• _WORK TASK_:
From the first line to the last, reproduce the records below exactly, omitting any picture.
--- DATA SHOWN Enclosed Below ---
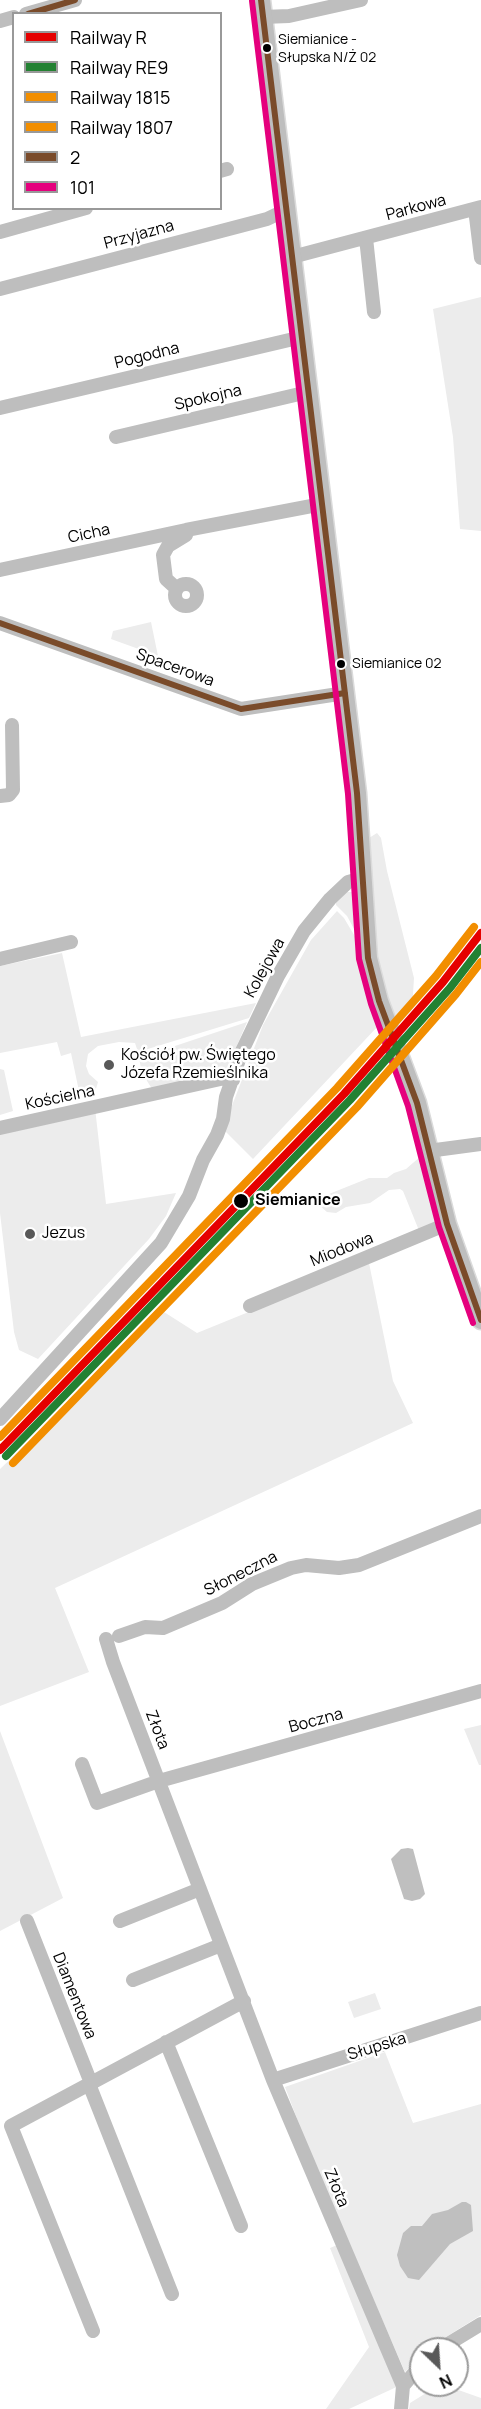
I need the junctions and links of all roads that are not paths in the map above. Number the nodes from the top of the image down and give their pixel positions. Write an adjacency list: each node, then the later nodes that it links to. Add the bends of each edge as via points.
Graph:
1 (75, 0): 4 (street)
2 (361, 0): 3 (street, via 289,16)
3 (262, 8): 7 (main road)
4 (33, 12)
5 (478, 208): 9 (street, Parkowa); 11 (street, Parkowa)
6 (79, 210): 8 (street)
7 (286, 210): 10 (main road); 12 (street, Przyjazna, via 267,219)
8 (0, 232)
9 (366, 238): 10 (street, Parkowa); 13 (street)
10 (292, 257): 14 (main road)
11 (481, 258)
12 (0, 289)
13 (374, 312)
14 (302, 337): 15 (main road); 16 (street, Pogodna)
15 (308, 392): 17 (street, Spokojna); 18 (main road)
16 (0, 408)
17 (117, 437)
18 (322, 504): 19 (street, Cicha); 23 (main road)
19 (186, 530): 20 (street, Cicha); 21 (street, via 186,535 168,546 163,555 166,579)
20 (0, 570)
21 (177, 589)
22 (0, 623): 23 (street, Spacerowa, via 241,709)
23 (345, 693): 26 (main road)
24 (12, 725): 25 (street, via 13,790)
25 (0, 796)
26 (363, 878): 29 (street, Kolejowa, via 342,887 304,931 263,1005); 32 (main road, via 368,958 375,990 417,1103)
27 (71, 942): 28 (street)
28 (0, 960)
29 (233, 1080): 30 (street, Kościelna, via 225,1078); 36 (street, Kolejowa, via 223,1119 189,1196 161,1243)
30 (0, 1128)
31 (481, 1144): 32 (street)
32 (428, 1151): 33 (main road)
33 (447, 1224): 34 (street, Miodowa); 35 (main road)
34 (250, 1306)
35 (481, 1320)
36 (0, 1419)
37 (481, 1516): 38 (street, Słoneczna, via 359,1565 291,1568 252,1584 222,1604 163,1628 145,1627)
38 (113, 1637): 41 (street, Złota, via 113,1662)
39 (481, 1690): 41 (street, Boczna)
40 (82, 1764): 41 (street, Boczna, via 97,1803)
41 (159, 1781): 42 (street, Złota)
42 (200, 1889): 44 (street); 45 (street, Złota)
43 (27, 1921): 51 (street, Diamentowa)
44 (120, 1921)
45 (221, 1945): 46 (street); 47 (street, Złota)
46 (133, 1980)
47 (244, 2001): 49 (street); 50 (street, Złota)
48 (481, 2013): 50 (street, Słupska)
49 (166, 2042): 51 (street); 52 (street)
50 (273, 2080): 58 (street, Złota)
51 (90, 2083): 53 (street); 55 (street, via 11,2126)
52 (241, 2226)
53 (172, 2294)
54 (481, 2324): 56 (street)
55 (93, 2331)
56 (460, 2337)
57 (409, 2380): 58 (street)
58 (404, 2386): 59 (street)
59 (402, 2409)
--- End of Enclosed DATA SHOWN ---
• _EXERCISE SOLUTION_:
I need the junctions and links of all roads that are not paths in the map above. Number the nodes from the top of the image down and give their pixel positions. Write an adjacency list: each node, then the later nodes that it links to. Add the bends of each edge as via points.
Graph:
1 (75, 0): 4 (street)
2 (361, 0): 3 (street, via 289,16)
3 (262, 8): 7 (main road)
4 (33, 12)
5 (478, 208): 9 (street, Parkowa); 11 (street, Parkowa)
6 (79, 210): 8 (street)
7 (286, 210): 10 (main road); 12 (street, Przyjazna, via 267,219)
8 (0, 232)
9 (366, 238): 10 (street, Parkowa); 13 (street)
10 (292, 257): 14 (main road)
11 (481, 258)
12 (0, 289)
13 (374, 312)
14 (302, 337): 15 (main road); 16 (street, Pogodna)
15 (308, 392): 17 (street, Spokojna); 18 (main road)
16 (0, 408)
17 (117, 437)
18 (322, 504): 19 (street, Cicha); 23 (main road)
19 (186, 530): 20 (street, Cicha); 21 (street, via 186,535 168,546 163,555 166,579)
20 (0, 570)
21 (177, 589)
22 (0, 623): 23 (street, Spacerowa, via 241,709)
23 (345, 693): 26 (main road)
24 (12, 725): 25 (street, via 13,790)
25 (0, 796)
26 (363, 878): 29 (street, Kolejowa, via 342,887 304,931 263,1005); 32 (main road, via 368,958 375,990 417,1103)
27 (71, 942): 28 (street)
28 (0, 960)
29 (233, 1080): 30 (street, Kościelna, via 225,1078); 36 (street, Kolejowa, via 223,1119 189,1196 161,1243)
30 (0, 1128)
31 (481, 1144): 32 (street)
32 (428, 1151): 33 (main road)
33 (447, 1224): 34 (street, Miodowa); 35 (main road)
34 (250, 1306)
35 (481, 1320)
36 (0, 1419)
37 (481, 1516): 38 (street, Słoneczna, via 359,1565 291,1568 252,1584 222,1604 163,1628 145,1627)
38 (113, 1637): 41 (street, Złota, via 113,1662)
39 (481, 1690): 41 (street, Boczna)
40 (82, 1764): 41 (street, Boczna, via 97,1803)
41 (159, 1781): 42 (street, Złota)
42 (200, 1889): 44 (street); 45 (street, Złota)
43 (27, 1921): 51 (street, Diamentowa)
44 (120, 1921)
45 (221, 1945): 46 (street); 47 (street, Złota)
46 (133, 1980)
47 (244, 2001): 49 (street); 50 (street, Złota)
48 (481, 2013): 50 (street, Słupska)
49 (166, 2042): 51 (street); 52 (street)
50 (273, 2080): 58 (street, Złota)
51 (90, 2083): 53 (street); 55 (street, via 11,2126)
52 (241, 2226)
53 (172, 2294)
54 (481, 2324): 56 (street)
55 (93, 2331)
56 (460, 2337)
57 (409, 2380): 58 (street)
58 (404, 2386): 59 (street)
59 (402, 2409)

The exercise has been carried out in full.